All diese Beispiele sind schmerzhaft und stark und machen begreiflich, warum es so wichtig ist, sich am öffentlichen Diskurs zu beteiligen, den eigenen Bias zu hinterfragen und jeden Tag nachzujustieren wie wir denken und uns verhalten wollen. Es sind Erste-Hand-Erlebnisse und Wahrheiten aus einem Alltag, den jeder von uns beeinflussen kann. Zum besseren oder zum schlechteren. Besonders schockierend empfand ich darunter auch Gümüşays Erlebnisse als Journalistin. Als Profi und Expertin, der manchmal überhaupt nicht professionell begegnet wird und die insbesondere Fernseh- und Informationsformate als Sammelbecken von Interessen darstellt. Was ist schon die Informationspflicht? Was bedeutet schon reflektiert und alle Seiten zu sehen, geschweigedenn allen Raum zu geben im Angesicht dessen, was Quote macht? Drum prüfe deine Fakten. Was Sprache und Sein auszeichnet ist aber auch, dass Kübra Gümüşay eben nicht nur die abschreckenden Beispiele voll der Diskriminierung hat, sondern ebenso jene von Menschen, die es anders machen.
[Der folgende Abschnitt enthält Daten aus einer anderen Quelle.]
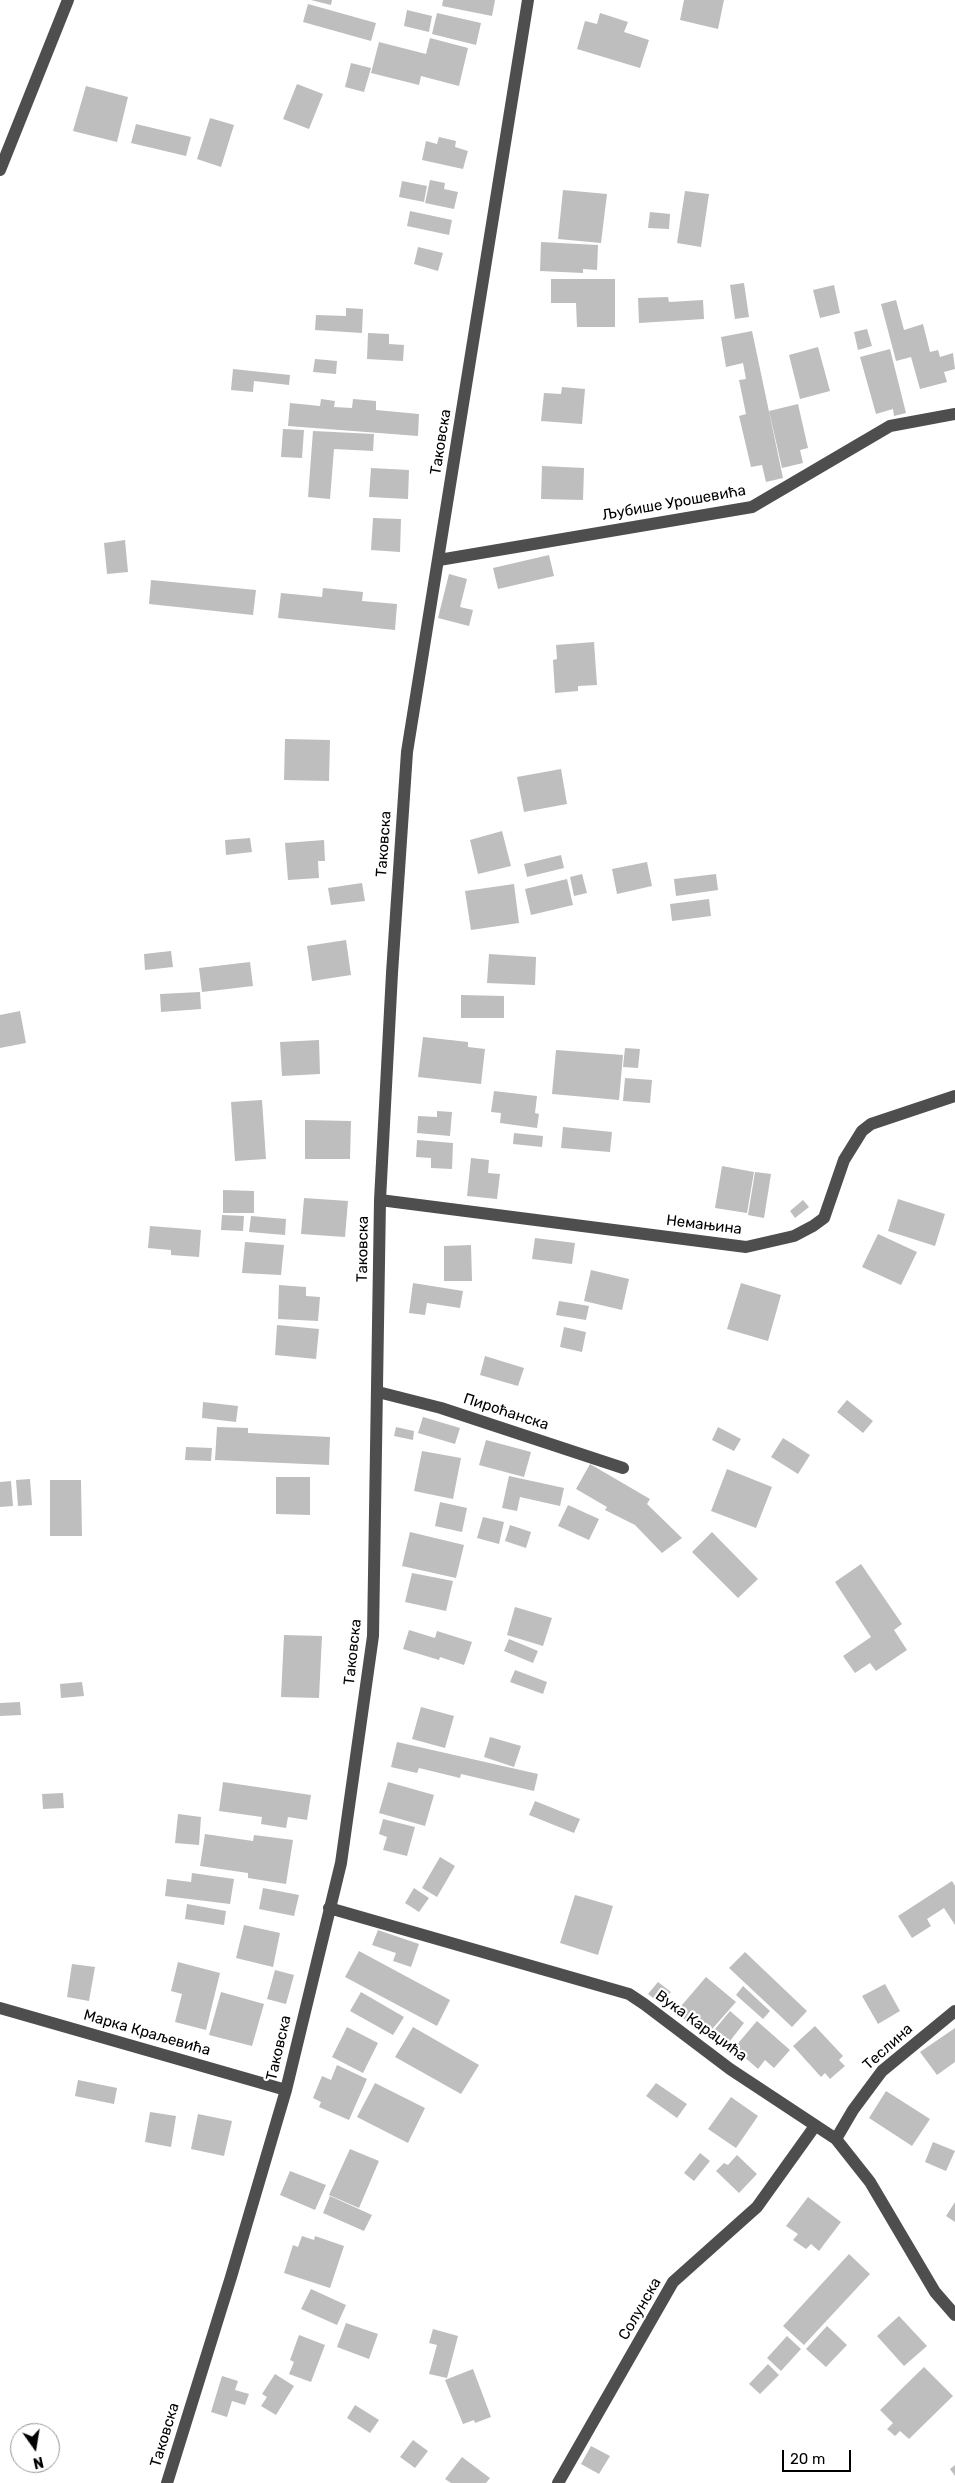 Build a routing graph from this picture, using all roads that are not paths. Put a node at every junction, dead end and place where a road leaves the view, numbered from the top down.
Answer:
1 (68, 0) edge
2 (528, 0) edge
3 (0, 170) edge
4 (955, 414) edge
5 (438, 560) junction
6 (955, 1096) edge
7 (380, 1200) junction
8 (378, 1392) junction
9 (623, 1468) dead end
10 (329, 1908) junction
11 (0, 2008) edge
12 (955, 2011) edge
13 (286, 2090) junction
14 (815, 2126) junction
15 (836, 2139) junction
16 (955, 2315) edge
17 (168, 2483) edge
18 (558, 2483) edge

1 - 3 street
2 - 5 street, Таковска
4 - 5 street, Љубише Урошевића
5 - 7 street, Таковска
6 - 7 street, Немањина
7 - 8 street, Таковска
8 - 9 street, Пироћанска
8 - 10 street, Таковска
10 - 13 street, Таковска
10 - 14 street, Вука Караџића
11 - 13 street, Марка Краљевића
12 - 15 street, Теслина
13 - 17 street, Таковска
14 - 15 street, Вука Караџића
14 - 18 street, Солунска
15 - 16 street, Вука Караџића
Vom wissenschaftlichen Standpunkt her hätte ich mir noch mehr zitier- und nachschlagbare Quellen gewünscht. Da Gümüşay einige Quellen nicht offenlegen kann und Namen nicht nennt, ist eben nicht alles nachschlag- oder nachweisbar. Zudem verfügt zumindest meine Hörbuchversion über keinen Anhang, der vielleicht Quellen enthalten hätte. Hier bin ich also sehr wankelmütig, ob die Wahl in Hörbuchform hier nicht für meinen Zweck und meine Bedürfnisse eher die falsche war. Das nächste Mal würde ich zu Print greifen. Das heißt übrigens nicht, dass das Buch über keine verfügt. Natürlich zitiert Gümüşay auch andere Personen direkt am Text mit Quellenangabe. Davon abgesehen sind einige geschilderte Situationen, Quellen und Denkmuster welche, die man schon kennt. Ähnlich wie Jana es in ihrem Beitrag über unsere „Hörrunde“ dargelegt hat, war für mich vieles bekannt. Setzt man sich nicht erst seit gestern mit Feminismus und geschlechtsneutraler Sprache, Diskriminierung und deren Strukturen auseinander, dann passiert das unweigerlich. Ein solches war für mich beispielsweise das Chirurgen-Rätsel. Ist das schlimm? Für mich nicht, nein .Einen Refresher kann man immer mal gebrauchen. Dass ich etwas schon kenne, schmälert nur sehr subjektiv für mich den Gewinn aus einem Buch. Was auch heißt: das müssen Lesende für sich selber entscheiden.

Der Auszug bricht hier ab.